The learning team was comprised of two Language Arts teachers, one special education Language Arts teacher, two Social Studies teachers, our gifted resource coordinator, and myself. When the team sat down to collaboratively build this unit, we knew it would be a logistical challenge to make sure that all students had the learning experiences we desired for them while still allowing each content area teacher to use the strengths of their subject to enrich the curriculum for students. For example, one of our challenges was that one student’s schedule may have Social Studies before Language Arts, while another had Language Arts first in their day. Because of this, activities could not build up one another within the same day. We needed some kind of tool to keep students organized and create a day-by-day guide for what was expected of them in each class.

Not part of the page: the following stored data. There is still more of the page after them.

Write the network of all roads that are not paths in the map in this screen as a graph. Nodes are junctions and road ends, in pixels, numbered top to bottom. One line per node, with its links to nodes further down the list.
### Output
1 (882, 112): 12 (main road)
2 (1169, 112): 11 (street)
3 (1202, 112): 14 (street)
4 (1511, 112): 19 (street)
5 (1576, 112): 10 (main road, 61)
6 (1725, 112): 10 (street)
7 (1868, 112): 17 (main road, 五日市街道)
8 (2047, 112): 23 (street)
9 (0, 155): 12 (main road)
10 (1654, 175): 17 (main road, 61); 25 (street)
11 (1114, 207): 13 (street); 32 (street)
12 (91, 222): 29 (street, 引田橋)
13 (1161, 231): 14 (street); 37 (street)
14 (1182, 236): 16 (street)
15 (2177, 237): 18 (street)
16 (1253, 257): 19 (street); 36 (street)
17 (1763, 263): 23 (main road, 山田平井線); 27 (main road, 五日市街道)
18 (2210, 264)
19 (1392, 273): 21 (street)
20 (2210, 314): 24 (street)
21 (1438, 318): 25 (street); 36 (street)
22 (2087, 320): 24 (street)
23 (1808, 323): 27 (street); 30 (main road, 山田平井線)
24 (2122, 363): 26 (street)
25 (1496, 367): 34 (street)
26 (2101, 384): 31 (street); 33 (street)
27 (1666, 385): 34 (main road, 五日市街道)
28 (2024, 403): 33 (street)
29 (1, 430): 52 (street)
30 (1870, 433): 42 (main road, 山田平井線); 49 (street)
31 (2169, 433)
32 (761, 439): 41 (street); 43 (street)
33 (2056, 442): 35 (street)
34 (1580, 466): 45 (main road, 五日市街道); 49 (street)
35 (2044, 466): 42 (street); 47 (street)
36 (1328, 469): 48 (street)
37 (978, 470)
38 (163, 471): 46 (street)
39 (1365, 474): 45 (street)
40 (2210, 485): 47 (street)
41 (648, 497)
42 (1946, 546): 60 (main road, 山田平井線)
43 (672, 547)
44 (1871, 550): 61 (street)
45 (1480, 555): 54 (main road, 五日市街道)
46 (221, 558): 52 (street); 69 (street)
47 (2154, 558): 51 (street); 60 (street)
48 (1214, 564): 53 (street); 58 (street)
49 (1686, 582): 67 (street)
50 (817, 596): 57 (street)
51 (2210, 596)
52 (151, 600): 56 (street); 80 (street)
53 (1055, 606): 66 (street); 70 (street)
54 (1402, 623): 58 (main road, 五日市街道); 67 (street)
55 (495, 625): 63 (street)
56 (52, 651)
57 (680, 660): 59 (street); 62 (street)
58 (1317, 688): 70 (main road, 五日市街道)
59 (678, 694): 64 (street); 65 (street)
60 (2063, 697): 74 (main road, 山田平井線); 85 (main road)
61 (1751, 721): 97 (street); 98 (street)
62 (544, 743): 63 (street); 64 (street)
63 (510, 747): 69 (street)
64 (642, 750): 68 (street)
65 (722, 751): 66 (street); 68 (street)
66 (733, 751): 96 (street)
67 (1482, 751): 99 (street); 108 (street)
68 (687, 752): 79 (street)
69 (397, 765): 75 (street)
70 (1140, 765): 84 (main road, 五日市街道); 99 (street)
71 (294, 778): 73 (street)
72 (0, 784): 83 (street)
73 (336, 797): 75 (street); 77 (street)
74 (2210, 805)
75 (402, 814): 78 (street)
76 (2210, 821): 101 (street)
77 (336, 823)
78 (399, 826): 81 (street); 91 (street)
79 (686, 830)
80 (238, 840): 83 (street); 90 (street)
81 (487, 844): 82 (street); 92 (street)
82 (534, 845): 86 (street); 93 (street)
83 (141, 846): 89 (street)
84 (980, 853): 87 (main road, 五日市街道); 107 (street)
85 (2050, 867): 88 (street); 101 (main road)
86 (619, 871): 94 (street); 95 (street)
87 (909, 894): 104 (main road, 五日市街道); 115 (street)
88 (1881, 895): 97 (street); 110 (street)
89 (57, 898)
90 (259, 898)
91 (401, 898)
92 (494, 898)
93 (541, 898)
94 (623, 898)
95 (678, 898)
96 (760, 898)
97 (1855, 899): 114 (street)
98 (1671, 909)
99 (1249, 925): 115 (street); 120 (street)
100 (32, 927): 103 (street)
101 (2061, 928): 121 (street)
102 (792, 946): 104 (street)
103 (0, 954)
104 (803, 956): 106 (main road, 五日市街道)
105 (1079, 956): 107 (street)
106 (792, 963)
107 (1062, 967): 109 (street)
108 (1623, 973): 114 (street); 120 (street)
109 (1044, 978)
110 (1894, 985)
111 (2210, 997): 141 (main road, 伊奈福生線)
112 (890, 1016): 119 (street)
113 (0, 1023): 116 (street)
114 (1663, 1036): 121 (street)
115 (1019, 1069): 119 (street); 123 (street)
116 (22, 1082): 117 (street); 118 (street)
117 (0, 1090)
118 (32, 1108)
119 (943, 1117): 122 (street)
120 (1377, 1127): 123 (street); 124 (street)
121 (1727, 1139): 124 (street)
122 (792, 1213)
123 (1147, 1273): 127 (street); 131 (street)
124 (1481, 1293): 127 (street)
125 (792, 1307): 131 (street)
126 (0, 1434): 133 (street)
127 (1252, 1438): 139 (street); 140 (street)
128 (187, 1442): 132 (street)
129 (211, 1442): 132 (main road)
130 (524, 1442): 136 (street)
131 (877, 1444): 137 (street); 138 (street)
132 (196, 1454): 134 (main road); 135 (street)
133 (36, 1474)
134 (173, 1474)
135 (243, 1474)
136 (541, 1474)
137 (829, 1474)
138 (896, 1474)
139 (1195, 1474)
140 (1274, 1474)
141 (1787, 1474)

As we designed the unit, I was reminded of a session Paige taught at Get Fit, our annual in-district professional development conference. In this session, she had participants work with a tool that I thought would be perfect to meet our needs for this unit. I will let her share more about that tomorrow… I hope it changes your teaching life the way it did mine! I’ll be back on Thursday to share how Paige and I worked together to implement this tool and make my cross-curricular unit successful.

 

Kelsey Barker

 

Guess Who?!

It’s me again, Guided Inquiry Friends! I’ve introduced myself to you before (here and here!) as Paige Holden. This time I’m coming to you as Paige Littlefield (52 days of wedded bliss and counting!).

I’m so excited to be blogging again. What’s even more exciting is that I’m sharing the blog this week with a colleague I have SO much respect and admiration for- Kelsey Barker, middle school librarian (library mastermind, I like to call her) and district Guided Inquiry Trainer. Oh, and did I mention she’s also my bestie?!

We’ve done a lot of collaborating over the years, and we’re excited to share with you something we worked on together. She’ll be around tomorrow to introduce herself- you will LOVE her! But first, here’s what you need to know about me.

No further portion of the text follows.